Incompatibilities with djb cdb
- padding added at the end of key,value data to 16-byte align hash tables
  (incompatible with djb cdbdump)
- initial table and hash tables have 8-byte values instead of 4-byte values
  in order to support mcdb > 4 GB.  cdb uses 24 bytes per record plus 2048,
  whereas mcdb uses 24 bytes per record plus 4096 when data section < 4 GB,
  and mcdb uses 40 bytes per record plus 4096 when data section >= 4 GB.
- packing of integral lengths into char strings is done big-endian for
  performance in packing/unpacking integer data in 4-byte (or better)
  aligned addresses.  (incompatible with all djb cdb* tools and cdb's)
  (djb cdb documents all 32-bit quantities stored in little-endian form)
  Memory load latency is limiting factor, not the x86 assembly instruction
  to convert uint32_t to and from big-endian (when data is 4-byte aligned).

Limitations
- 2 billion keys
  As long as djb hash is 32-bit, mcdb_make.c limits number of hash keys to
  2 billion.  mcdb handles hash collisions, but there is a small expense each
  collision.  As the key space becomes denser within the 2 billion, there is
  greater chance of collisions.  Input strings also affect this probability,
  as do the sizes of the hash tables.
- process must mmap() entire mcdb
  Each mcdb is mmap()d in its entirety into the address space.  For 32-bit
  programs that means there is a 4 GB limit on size of mcdb, minus address
  space used by the program (including stack, heap, shared libraries, shmat
  and other mmaps, etc).  Compile and link 64-bit to remove this limitation.


References
----------
  Dan Bernstein's (djb) reference implementation of cdb (public domain)
    http://cr.yp.to/cdb.html
  Michael Tokarev's TinyCDB implementation of cdb (public domain)
    http://www.corpit.ru/mjt/tinycdb.html
  How To Write Shared Libraries, by Ulrich Drepper
    http://www.akkadia.org/drepper/dsohowto.pdf



There is plenty more information which will eventually (hopefully) be here.
In the meantime, here are some snippets, and more will come after the
initial release, as time allows.



Technical Asides
----------------


mcdbctl creates databases with limited permissions (0400)
---------------------------------------------------------
mcdbctl creates new databases with limited permissions (0400), important for
security when creating mcdb for sensitive data, such as /etc/shadow data.
mcdbctl recreates existing databases and preserves the permission modes that
were applied to the previous mcdb (replaced by the recreated mcdb).

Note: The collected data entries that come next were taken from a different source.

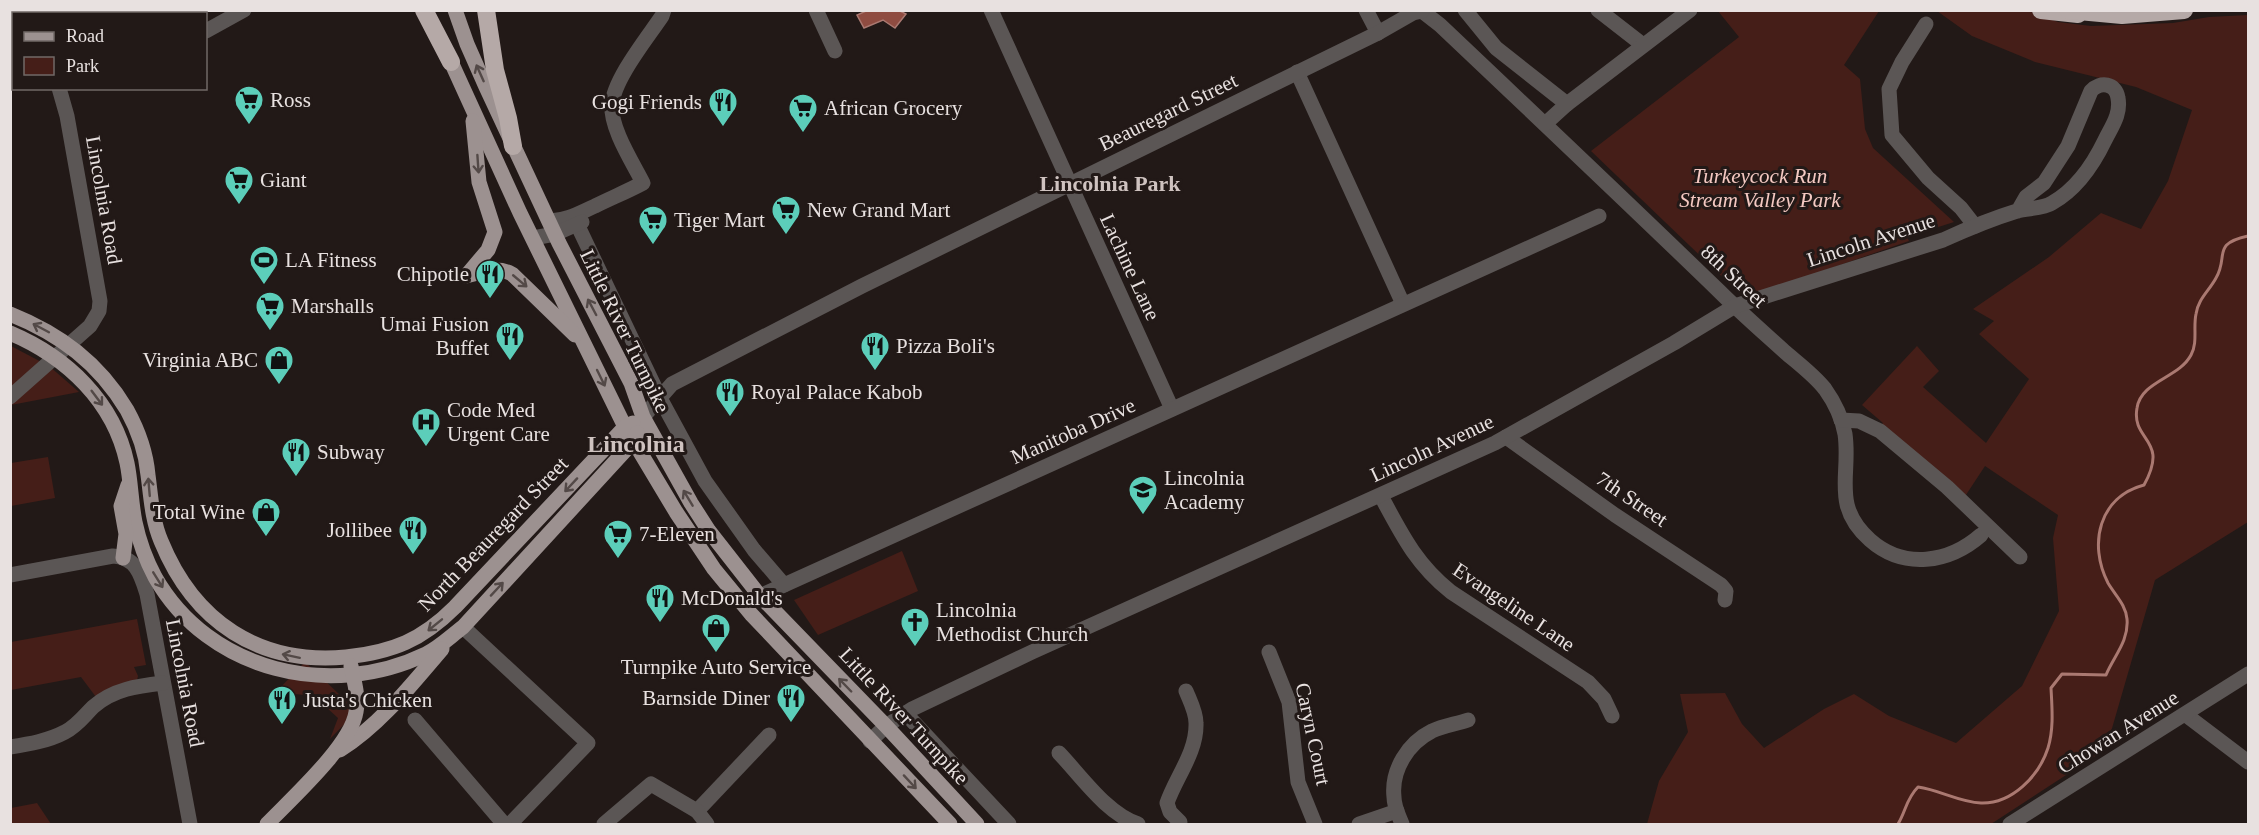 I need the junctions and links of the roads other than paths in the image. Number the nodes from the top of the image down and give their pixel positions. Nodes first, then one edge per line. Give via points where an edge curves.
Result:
1 (244, 10) edge
2 (424, 10) edge
3 (431, 10) edge
4 (455, 10) edge
5 (486, 10) edge
6 (664, 10) edge
7 (816, 10) edge
8 (992, 10) edge
9 (1366, 10) edge
10 (1465, 10) edge
11 (1598, 10) edge
12 (1690, 10) edge
13 (2041, 10) edge
14 (2068, 10) edge
15 (2184, 10) edge
16 (1422, 11) edge
17 (2092, 14) junction
18 (1926, 24) dead end
19 (207, 30) edge
20 (1378, 33) junction
21 (1643, 45) junction
22 (835, 51) dead end
23 (451, 62) junction
24 (1297, 72) junction
25 (60, 90) edge
26 (1567, 104) junction
27 (471, 106) junction
28 (1545, 124) junction
29 (513, 146) junction
30 (1069, 184) junction
31 (610, 201) junction
32 (2018, 211) junction
33 (1599, 216) dead end
34 (577, 224) junction
35 (1976, 226) junction
36 (552, 227) junction
37 (532, 238) junction
38 (1403, 304) junction
39 (1735, 306) junction
40 (10, 314) edge
41 (10, 333) edge
42 (70, 344) junction
43 (588, 350) junction
44 (56, 357) junction
45 (10, 397) edge
46 (660, 398) junction
47 (1172, 409) junction
48 (644, 417) junction
49 (1842, 420) junction
50 (625, 427) junction
51 (1506, 437) junction
52 (634, 441) junction
53 (129, 482) junction
54 (1381, 496) junction
55 (1981, 535) dead end
56 (2020, 557) dead end
57 (123, 558) junction
58 (10, 575) edge
59 (784, 585) junction
60 (760, 596) junction
61 (1725, 600) dead end
62 (462, 627) junction
63 (1269, 652) dead end
64 (349, 657) junction
65 (352, 674) junction
66 (2248, 674) edge
67 (163, 683) junction
68 (1186, 691) dead end
69 (905, 713) junction
70 (2186, 715) junction
71 (1612, 716) dead end
72 (414, 720) dead end
73 (1468, 720) dead end
74 (886, 726) junction
75 (769, 735) dead end
76 (870, 741) junction
77 (10, 747) edge
78 (1059, 753) dead end
79 (330, 757) junction
80 (2248, 762) edge
81 (698, 811) junction
82 (1400, 818) edge
83 (1182, 824) edge
84 (190, 825) edge
85 (267, 825) edge
86 (504, 825) edge
87 (510, 825) edge
88 (604, 825) edge
89 (707, 825) edge
90 (950, 825) edge
91 (977, 825) edge
92 (1009, 825) edge
93 (1138, 825) edge
94 (1315, 825) edge
95 (1359, 825) edge
96 (2010, 825) edge

1 - 19 street
2 - 23 highway
3 - 23 main road, Little River Turnpike
29 -> 4 main road, Little River Turnpike
5 - 29 highway
6 - 31 street via 621,77 612,105 614,123 643,183
7 - 22 street
8 - 30 street, Lachine Lane
9 - 20 street
10 - 26 street via 1496,48
11 - 21 street
12 - 21 street
13 - 17 highway
14 - 17 highway
15 - 17 highway
16 - 20 street, Beauregard Street
16 - 28 street, 8th Street
18 - 35 street via 1889,89 1892,135
20 - 24 street, Beauregard Street
21 - 26 street
23 - 27 main road, Little River Turnpike
24 - 30 street, Beauregard Street
24 - 38 street
25 - 42 street, Lincolnia Road via 68,116 100,301 96,319
26 - 28 street
27 - 37 main road, Little River Turnpike
27 -> 43 main road via 479,182 495,232 488,250 466,276 495,269 512,274
28 - 39 street, 8th Street
29 - 36 main road, Little River Turnpike
30 - 46 street, Beauregard Street via 693,373 672,384
30 - 47 street, Lachine Lane
31 - 34 street via 601,212
31 - 36 street
32 - 32 street, Lincoln Avenue via 2051,204 2082,179 2120,111 2115,90 2101,84 2091,91 2068,146 2044,183 2026,197
32 - 35 street, Lincoln Avenue
33 - 38 street, Manitoba Drive
34 - 36 street
34 - 46 street
35 - 39 street, Lincoln Avenue
36 - 37 street
48 -> 36 main road, Little River Turnpike via 631,383
37 - 43 main road, Little River Turnpike
38 - 47 street, Manitoba Drive
39 - 49 street, 8th Street via 1824,388
39 - 51 street, Lincoln Avenue
42 -> 40 main road, North Beauregard Street
41 - 44 main road, North Beauregard Street
42 - 44 street, Lincolnia Road
64 -> 42 main road, North Beauregard Street via 307,658 266,649 228,629 199,604 161,543 152,512 146,459 135,425 108,383
43 -> 50 main road, Little River Turnpike
44 - 45 street, Lincolnia Road
44 -> 53 main road, North Beauregard Street via 105,408 123,447
46 - 48 street, Beauregard Street
46 - 59 street via 705,481
47 - 59 street, Manitoba Drive
48 - 50 main road, North Beauregard Street
48 - 52 main road, Beauregard Street
60 -> 48 main road, Little River Turnpike via 691,503
49 - 55 street via 1846,452 1844,492 1853,518 1871,541 1897,556 1926,560 1957,552
49 - 56 street via 1859,421 1880,431 1947,487
50 - 52 main road, Little River Turnpike
50 -> 64 main road, North Beauregard Street via 434,627 394,648
51 - 54 street, Lincoln Avenue
51 - 61 street, 7th Street via 1721,585 1726,591
62 -> 52 main road, North Beauregard Street
52 - 76 main road, Little River Turnpike via 714,569
53 - 57 main road via 121,506 126,534
53 -> 65 main road, North Beauregard Street via 134,521 145,555 169,597 194,625 225,648 266,667 305,675
54 - 69 street, Lincoln Avenue
54 - 71 street, Evangeline Lane via 1412,551 1434,579 1588,682 1604,699
57 - 58 street via 113,556
57 - 67 street, Lincolnia Road via 142,577
59 - 60 street, Manitoba Drive
74 -> 60 main road, Little River Turnpike
62 - 65 main road, North Beauregard Street via 435,649 412,660
62 - 79 main road via 392,705
62 - 87 street via 588,743
63 - 94 street, Caryn Court via 1289,702 1298,783
64 - 65 main road
65 - 79 main road via 356,713 348,733
66 - 70 street, Chowan Avenue
67 - 77 street via 117,692 93,707 68,731 47,740
67 - 84 street, Lincolnia Road
68 - 83 street via 1196,724 1191,751 1167,803
69 - 74 street, Lincoln Avenue
69 - 92 street
70 - 80 street
70 - 96 street, Chowan Avenue
72 - 86 street
73 - 82 street via 1433,731 1403,757 1394,785
74 - 76 street, Lincoln Avenue
74 - 91 main road, Little River Turnpike
75 - 81 street
76 -> 90 main road, Little River Turnpike
78 - 93 street via 1111,808
79 - 85 main road
81 - 88 street via 651,784
81 - 89 street
82 - 95 street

mcdb performant design tidbits
------------------------------
Data locality is one of the primary keys to performance: djb cdb linearly
probed open hash tables minimize arbitrary jumps around memory.
Endian tranformations are absorbed in the noise of memory load latency.

An immediate performance boost can be seen when using mcdb for nsswitch
databases on machines that run Apache with suexec which was the reason behind
using cdb, and now mcdb, for passwd and group databases.  See INSTALL file.

smallest mcdb
-------------
Empty mcdb with no keys is 4K
$ echo | mcdbctl make empty.mcdb -

mcdb supports empty keys and values
-----------------------------------
$ echo -e "+0,0:->\n" | mcdbctl make empty.mcdb -
In practice, empty values can be useful when interested only in existence,
or not, of keys.  However, more than one empty key is not generically useful,
(or a use case is not immediately apparent to me).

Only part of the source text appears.